Saved data entries:
○ ○ ○ ○
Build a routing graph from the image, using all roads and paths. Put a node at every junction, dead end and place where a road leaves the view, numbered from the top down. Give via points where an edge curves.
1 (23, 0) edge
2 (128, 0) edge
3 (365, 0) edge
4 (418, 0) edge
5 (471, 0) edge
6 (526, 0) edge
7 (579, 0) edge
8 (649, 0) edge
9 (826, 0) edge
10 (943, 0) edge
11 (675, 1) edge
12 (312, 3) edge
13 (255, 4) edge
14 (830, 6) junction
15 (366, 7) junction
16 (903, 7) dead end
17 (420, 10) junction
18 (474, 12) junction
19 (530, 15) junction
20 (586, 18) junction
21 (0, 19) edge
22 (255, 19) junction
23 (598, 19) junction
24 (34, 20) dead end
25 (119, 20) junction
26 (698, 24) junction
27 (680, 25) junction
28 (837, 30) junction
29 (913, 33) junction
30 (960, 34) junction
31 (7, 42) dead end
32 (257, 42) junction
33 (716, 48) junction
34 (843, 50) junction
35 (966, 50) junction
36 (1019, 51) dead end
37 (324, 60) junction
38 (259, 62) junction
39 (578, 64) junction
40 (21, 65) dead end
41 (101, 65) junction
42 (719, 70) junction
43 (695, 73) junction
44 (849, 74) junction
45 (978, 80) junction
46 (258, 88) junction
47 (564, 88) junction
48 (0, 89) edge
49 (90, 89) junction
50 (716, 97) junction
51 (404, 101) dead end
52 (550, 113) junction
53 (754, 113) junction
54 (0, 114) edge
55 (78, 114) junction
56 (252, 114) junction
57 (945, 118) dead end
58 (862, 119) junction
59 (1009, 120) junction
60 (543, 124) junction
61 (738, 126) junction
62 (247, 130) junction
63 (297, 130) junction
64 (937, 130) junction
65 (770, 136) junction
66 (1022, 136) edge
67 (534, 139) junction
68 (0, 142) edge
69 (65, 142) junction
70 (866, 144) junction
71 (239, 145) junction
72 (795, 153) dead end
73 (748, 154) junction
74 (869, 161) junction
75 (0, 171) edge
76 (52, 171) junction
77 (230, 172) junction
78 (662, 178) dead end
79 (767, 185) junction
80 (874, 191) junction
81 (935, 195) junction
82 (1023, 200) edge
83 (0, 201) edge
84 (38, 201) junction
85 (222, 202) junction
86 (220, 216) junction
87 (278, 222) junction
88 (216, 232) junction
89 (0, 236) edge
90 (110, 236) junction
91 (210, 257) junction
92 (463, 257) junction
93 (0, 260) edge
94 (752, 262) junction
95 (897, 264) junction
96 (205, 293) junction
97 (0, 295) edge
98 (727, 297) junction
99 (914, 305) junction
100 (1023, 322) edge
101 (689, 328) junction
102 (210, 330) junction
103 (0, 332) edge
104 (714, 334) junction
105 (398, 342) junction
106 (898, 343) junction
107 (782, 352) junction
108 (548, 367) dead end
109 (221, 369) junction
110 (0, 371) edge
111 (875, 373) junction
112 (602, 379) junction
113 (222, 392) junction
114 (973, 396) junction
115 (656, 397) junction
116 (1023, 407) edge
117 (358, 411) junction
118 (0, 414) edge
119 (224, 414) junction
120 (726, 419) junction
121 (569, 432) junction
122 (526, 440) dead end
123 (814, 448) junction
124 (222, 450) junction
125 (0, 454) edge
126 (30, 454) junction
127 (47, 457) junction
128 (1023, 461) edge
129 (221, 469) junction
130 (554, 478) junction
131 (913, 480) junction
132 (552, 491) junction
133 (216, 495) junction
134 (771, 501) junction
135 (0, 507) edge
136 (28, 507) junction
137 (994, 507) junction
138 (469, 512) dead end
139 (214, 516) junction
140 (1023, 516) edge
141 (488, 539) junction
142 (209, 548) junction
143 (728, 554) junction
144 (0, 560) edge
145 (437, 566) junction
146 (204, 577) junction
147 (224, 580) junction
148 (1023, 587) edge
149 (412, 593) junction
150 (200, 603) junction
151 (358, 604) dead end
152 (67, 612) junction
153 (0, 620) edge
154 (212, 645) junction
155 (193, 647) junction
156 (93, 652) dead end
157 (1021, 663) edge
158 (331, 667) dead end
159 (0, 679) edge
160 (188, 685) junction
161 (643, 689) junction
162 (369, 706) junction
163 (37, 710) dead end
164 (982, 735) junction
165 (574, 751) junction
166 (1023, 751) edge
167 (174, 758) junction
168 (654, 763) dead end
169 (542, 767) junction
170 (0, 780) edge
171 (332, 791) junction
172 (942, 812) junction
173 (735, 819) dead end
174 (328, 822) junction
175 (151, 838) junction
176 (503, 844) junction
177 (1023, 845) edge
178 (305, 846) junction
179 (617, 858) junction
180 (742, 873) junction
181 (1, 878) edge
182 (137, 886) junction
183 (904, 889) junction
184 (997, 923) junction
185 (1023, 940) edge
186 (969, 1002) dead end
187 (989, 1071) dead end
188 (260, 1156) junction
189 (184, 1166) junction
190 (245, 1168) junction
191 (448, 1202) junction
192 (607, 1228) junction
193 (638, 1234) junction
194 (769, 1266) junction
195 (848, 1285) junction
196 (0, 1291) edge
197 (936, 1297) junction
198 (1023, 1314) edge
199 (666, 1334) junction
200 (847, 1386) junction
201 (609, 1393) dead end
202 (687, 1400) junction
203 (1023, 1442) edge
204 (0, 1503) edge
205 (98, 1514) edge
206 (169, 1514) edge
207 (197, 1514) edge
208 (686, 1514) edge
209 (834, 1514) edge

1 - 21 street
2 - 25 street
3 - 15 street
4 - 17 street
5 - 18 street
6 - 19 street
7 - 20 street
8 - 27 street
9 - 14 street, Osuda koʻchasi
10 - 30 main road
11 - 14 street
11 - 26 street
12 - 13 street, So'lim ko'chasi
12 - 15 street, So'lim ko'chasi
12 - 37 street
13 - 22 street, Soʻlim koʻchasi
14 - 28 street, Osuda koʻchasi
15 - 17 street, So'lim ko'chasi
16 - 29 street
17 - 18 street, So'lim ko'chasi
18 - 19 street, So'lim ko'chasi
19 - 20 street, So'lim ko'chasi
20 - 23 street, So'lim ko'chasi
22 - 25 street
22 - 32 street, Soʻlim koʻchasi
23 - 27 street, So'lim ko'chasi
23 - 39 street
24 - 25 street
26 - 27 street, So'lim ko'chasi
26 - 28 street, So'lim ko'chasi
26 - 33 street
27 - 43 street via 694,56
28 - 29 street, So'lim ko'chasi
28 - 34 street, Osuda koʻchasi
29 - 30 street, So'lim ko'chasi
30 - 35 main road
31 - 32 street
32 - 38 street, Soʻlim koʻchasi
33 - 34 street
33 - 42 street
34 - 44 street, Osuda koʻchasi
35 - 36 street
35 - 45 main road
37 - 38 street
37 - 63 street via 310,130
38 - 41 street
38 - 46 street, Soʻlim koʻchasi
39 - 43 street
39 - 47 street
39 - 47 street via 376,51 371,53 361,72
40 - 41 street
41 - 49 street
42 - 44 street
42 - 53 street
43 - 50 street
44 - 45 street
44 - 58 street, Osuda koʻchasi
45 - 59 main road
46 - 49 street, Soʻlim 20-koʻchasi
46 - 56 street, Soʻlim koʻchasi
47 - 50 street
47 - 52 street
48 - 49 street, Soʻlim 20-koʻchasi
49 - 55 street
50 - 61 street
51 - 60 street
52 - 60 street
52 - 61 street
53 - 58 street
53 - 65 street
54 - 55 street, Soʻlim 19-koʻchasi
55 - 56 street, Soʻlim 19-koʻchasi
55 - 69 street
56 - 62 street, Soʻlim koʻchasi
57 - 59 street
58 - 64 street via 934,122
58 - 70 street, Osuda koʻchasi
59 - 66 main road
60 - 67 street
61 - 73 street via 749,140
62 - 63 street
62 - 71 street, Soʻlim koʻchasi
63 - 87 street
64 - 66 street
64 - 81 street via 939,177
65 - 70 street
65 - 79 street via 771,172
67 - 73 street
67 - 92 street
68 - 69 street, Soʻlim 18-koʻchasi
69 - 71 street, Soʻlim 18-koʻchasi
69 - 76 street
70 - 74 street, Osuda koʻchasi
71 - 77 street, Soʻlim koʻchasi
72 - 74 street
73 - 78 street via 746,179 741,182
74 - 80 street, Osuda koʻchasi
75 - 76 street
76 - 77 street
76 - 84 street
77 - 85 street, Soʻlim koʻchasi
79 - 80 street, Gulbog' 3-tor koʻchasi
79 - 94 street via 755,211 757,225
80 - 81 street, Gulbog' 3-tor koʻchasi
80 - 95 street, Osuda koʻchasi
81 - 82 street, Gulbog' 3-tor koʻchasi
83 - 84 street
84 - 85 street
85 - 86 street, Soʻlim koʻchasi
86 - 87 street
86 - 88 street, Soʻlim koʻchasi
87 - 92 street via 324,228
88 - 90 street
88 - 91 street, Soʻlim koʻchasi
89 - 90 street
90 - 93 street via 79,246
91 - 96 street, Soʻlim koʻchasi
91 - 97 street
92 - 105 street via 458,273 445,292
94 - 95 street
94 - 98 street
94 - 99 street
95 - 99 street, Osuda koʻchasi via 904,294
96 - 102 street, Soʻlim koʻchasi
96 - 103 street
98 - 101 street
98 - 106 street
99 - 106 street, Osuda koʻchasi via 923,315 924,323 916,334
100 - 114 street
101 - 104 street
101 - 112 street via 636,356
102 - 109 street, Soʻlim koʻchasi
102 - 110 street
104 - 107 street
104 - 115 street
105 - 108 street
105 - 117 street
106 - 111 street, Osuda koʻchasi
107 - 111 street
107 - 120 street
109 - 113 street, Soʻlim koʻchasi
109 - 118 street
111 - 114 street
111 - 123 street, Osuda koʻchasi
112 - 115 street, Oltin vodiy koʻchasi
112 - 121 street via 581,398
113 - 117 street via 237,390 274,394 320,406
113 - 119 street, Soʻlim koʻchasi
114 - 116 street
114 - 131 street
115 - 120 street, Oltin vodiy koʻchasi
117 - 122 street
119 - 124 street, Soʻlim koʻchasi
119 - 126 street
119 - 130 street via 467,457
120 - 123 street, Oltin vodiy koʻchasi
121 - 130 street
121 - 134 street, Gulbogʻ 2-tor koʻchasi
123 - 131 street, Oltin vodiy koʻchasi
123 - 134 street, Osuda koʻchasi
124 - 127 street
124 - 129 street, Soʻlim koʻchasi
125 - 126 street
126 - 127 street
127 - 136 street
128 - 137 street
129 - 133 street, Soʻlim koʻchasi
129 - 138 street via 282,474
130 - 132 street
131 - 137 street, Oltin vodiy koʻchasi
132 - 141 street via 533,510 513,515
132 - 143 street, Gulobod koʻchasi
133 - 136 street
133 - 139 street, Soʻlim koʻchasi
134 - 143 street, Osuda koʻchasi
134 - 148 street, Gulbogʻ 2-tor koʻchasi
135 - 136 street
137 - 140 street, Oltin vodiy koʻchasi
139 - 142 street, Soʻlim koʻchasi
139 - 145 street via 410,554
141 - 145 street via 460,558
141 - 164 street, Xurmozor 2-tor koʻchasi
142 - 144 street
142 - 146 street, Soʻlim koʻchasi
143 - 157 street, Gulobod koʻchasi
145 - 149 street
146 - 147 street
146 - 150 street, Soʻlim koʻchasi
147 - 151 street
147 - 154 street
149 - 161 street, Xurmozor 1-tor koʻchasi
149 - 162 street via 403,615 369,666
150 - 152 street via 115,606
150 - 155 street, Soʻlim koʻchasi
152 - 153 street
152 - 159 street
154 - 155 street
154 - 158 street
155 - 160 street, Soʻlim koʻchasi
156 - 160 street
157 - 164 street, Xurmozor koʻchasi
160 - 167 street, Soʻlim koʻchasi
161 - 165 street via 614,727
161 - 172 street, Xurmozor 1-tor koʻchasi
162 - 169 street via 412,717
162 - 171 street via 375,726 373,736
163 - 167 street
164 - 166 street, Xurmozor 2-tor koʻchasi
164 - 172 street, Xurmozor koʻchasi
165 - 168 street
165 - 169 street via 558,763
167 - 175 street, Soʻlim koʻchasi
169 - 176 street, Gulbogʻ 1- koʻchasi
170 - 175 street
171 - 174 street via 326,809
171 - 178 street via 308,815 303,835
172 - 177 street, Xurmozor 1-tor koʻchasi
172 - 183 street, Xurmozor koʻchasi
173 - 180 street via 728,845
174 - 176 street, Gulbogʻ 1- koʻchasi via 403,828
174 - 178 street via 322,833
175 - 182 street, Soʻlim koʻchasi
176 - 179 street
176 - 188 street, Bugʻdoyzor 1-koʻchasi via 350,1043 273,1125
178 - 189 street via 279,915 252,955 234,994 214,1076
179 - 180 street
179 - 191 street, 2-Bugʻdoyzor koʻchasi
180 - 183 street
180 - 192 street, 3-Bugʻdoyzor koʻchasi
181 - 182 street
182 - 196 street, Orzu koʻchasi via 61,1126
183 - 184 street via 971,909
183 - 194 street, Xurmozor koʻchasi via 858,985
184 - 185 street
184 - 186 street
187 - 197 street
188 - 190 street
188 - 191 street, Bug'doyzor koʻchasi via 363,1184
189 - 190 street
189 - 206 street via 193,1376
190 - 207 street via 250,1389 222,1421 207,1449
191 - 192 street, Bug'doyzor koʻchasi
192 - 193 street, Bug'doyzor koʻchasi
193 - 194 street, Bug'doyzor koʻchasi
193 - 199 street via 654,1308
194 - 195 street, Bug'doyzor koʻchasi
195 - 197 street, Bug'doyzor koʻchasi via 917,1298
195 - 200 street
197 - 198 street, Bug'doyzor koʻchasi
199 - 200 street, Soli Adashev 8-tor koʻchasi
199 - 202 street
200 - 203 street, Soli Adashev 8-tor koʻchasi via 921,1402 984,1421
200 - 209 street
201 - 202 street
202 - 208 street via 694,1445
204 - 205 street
○ ○ ○ ○
Your objective: Go through the data, and copy each line in which the word "Xurmozor" appears.

Solution for this problem:
141 - 164 street, Xurmozor 2-tor koʻchasi
149 - 161 street, Xurmozor 1-tor koʻchasi
157 - 164 street, Xurmozor koʻchasi
161 - 172 street, Xurmozor 1-tor koʻchasi
164 - 166 street, Xurmozor 2-tor koʻchasi
164 - 172 street, Xurmozor koʻchasi
172 - 177 street, Xurmozor 1-tor koʻchasi
172 - 183 street, Xurmozor koʻchasi
183 - 194 street, Xurmozor koʻchasi via 858,985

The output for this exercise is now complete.